Insurance companies deal with a variety of challenges when managing their policyholders (life, long term care, PRT, structured settlements, annuitants), with inaccurate or missing participant data being the most impactful. Incorrect information affects how insurance companies communicate with policyholders, accurate forecasting of risk, the number of overpayments made, access to information when a Department of Labor (DOL) or state audit takes place, and overall management of the policy.

For years, the Social Security Administration (SSA) has published the Death Master File (DMF), which was considered a comprehensive source of information. Over the past several years that has changed, creating a significant gap in the data – making it hard to identify decedents in a timely manner.

More than $1 billion in overpayments now occur annually by organizations who unknowingly send payments to deceased participants.

Missed deaths are leading to overpayments for insurance companies in their Pension Risk Transfer (PRT) and Structured Settlements lines of business. In Long Term Care (LTC), missed decedents are causing companies unnecessary and significant reserves, fraud, and several other issues.

How did this happen?

The SSA first made the DMF available in 1980. Originally, the file was updated quarterly and contained the name, date of birth, date of death, zip code, and social security number of decedents across the nation.

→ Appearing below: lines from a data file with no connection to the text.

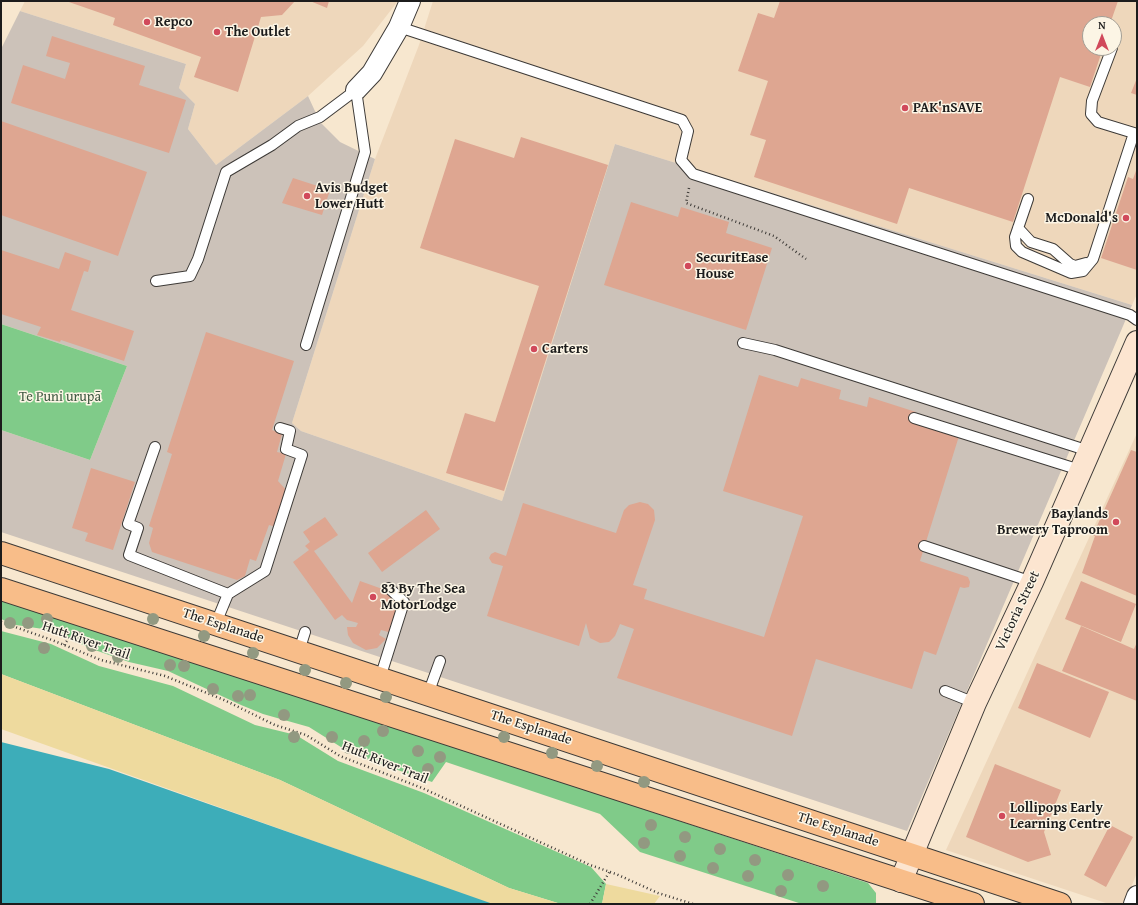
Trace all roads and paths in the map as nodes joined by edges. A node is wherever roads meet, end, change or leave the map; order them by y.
1 (410, 1) edge
2 (400, 27) junction
3 (1109, 56) edge
4 (356, 90) junction
5 (1135, 134) edge
6 (693, 174) junction
7 (1028, 199) dead end
8 (1018, 228) junction
9 (806, 259) dead end
10 (1093, 259) junction
11 (156, 281) dead end
12 (1137, 320) edge
13 (1137, 342) edge
14 (743, 344) dead end
15 (306, 345) dead end
16 (914, 418) dead end
17 (280, 428) dead end
18 (155, 447) dead end
19 (1089, 451) junction
20 (1080, 470) junction
21 (924, 546) dead end
22 (1, 553) edge
23 (1032, 582) junction
24 (390, 588) dead end
25 (1, 589) edge
26 (228, 594) junction
27 (1, 622) edge
28 (216, 623) junction
29 (440, 660) dead end
30 (380, 678) junction
31 (945, 691) dead end
32 (428, 694) junction
33 (976, 703) junction
34 (911, 854) junction
35 (610, 871) junction
36 (901, 881) junction
37 (1137, 896) edge
38 (590, 904) edge
39 (693, 904) edge
40 (973, 904) edge
41 (1060, 904) edge
42 (1134, 904) edge

1 - 2 street
2 - 4 street
2 - 6 lane
3 - 5 lane
4 - 11 lane
4 - 15 lane
5 - 10 lane
6 - 9 path
6 - 12 lane
7 - 8 lane
8 - 10 lane
8 - 10 lane
13 - 19 street, Victoria Street
14 - 19 lane
16 - 20 lane
17 - 26 lane
18 - 26 lane
19 - 20 street, Victoria Street
20 - 23 street, Victoria Street
21 - 23 lane
22 - 28 main road, The Esplanade
23 - 33 street, Victoria Street
24 - 30 lane
25 - 36 main road, The Esplanade
26 - 28 lane
27 - 35 path, Hutt River Trail
28 - 30 main road, The Esplanade
29 - 32 lane
30 - 32 main road, The Esplanade
31 - 33 lane
32 - 34 main road, The Esplanade
33 - 34 street, Victoria Street
34 - 36 street, Victoria Street
34 - 41 main road, The Esplanade
35 - 38 path
35 - 39 path, Hutt River Trail
36 - 40 main road, The Esplanade
37 - 42 street

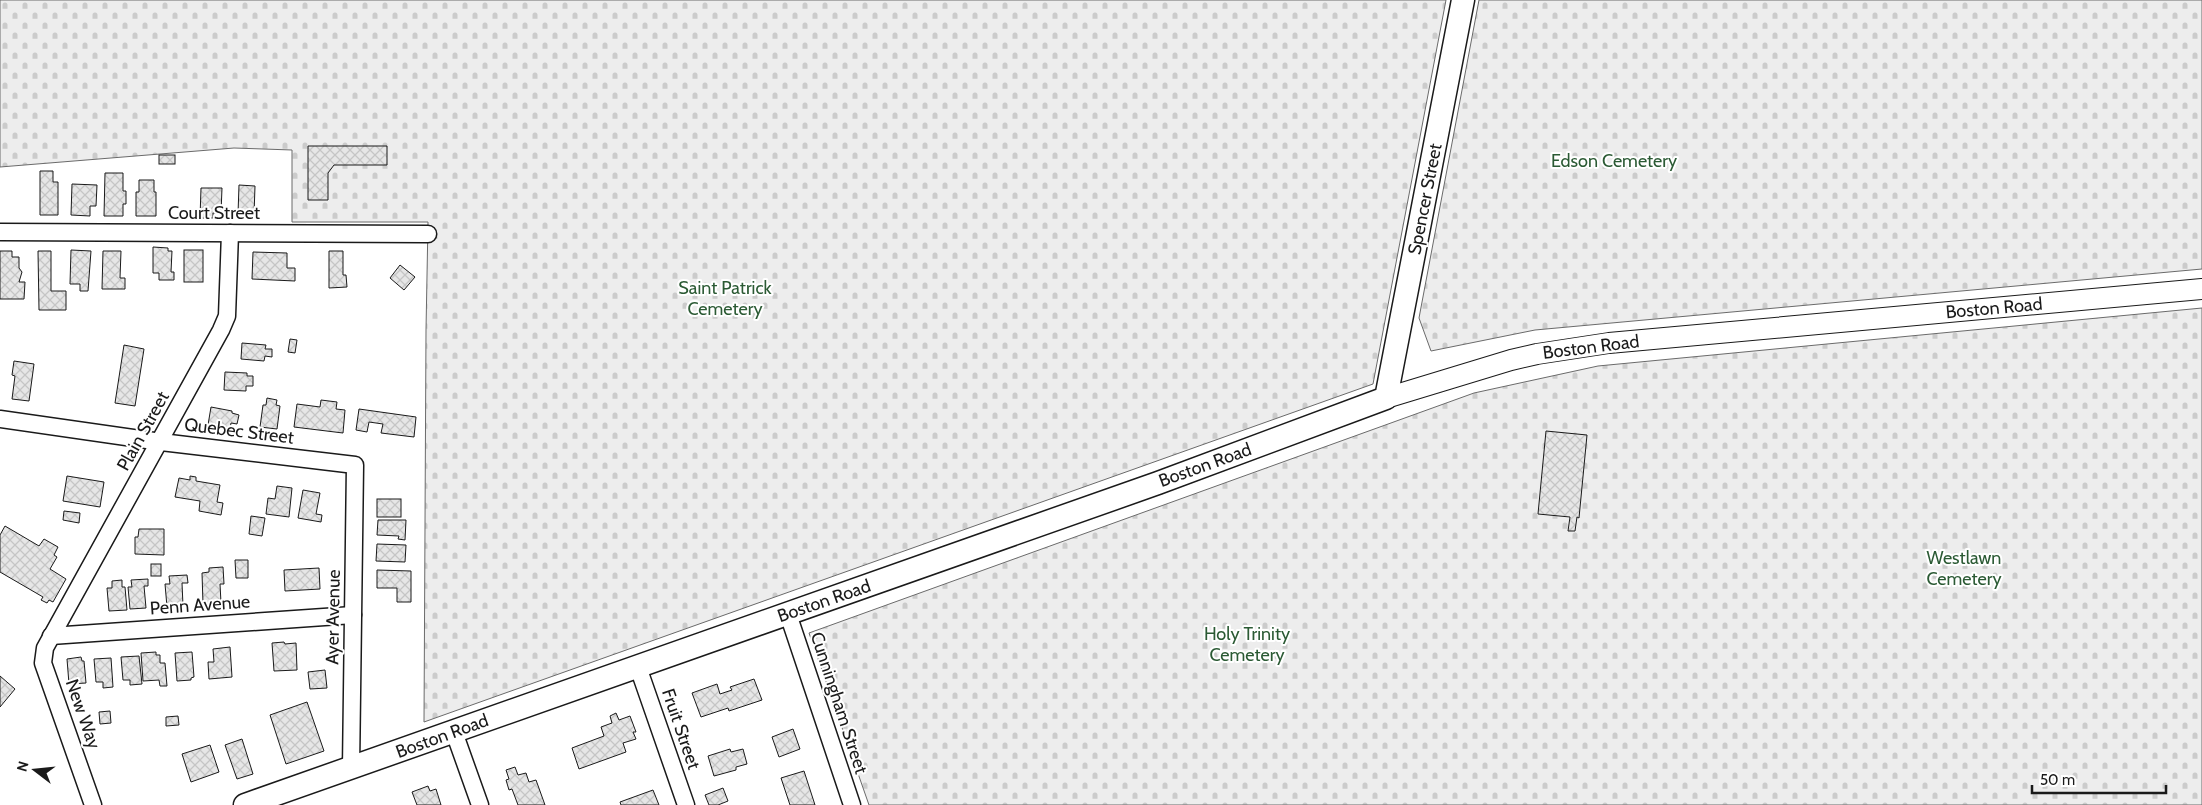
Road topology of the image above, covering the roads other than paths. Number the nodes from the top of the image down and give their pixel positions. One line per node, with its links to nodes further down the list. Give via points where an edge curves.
1 (1463, 0): 6 (main road, Spencer Street)
2 (0, 232): 3 (street, Court Street)
3 (230, 233): 4 (street, Court Street); 8 (street, Plain Street, via 227,316)
4 (428, 234)
5 (2202, 289): 6 (street, Boston Road, via 1609,343 1511,360)
6 (1386, 398): 10 (main road, Boston Road)
7 (0, 419): 8 (street, Quebec Street)
8 (161, 442): 9 (street, Quebec Street); 12 (street, Plain Street)
9 (355, 465): 11 (street, Ayer Avenue)
10 (788, 614): 13 (main road, Boston Road); 20 (street, Cunningham Street)
11 (353, 615): 12 (street, Penn Avenue); 15 (street, Ayer Avenue)
12 (51, 636): 16 (street, New Way, via 45,648 44,663)
13 (638, 667): 14 (main road, Boston Road); 19 (street, Fruit Street)
14 (454, 732): 15 (main road, Boston Road); 18 (street)
15 (351, 769): 17 (main road, Boston Road)
16 (93, 805)
17 (245, 805)
18 (480, 805)
19 (686, 805)
20 (852, 805)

Starting in 2011, the SSA has dramatically decreased the amount of data available via the DMF. This decrease in records is due to a passed law that prohibited death records reported by the states via the Electronic Death Registration (EDR) system to be released in the DMF. Over the years, more states began using the EDR system which further reduced the SSA reported records. Today, the SSA DMF only has information on about 16% of the total death occurrences. In addition to reporting fewer deaths, the details provided on individual decedents has also declined – removing zip code information for the decedent and beneficiaries.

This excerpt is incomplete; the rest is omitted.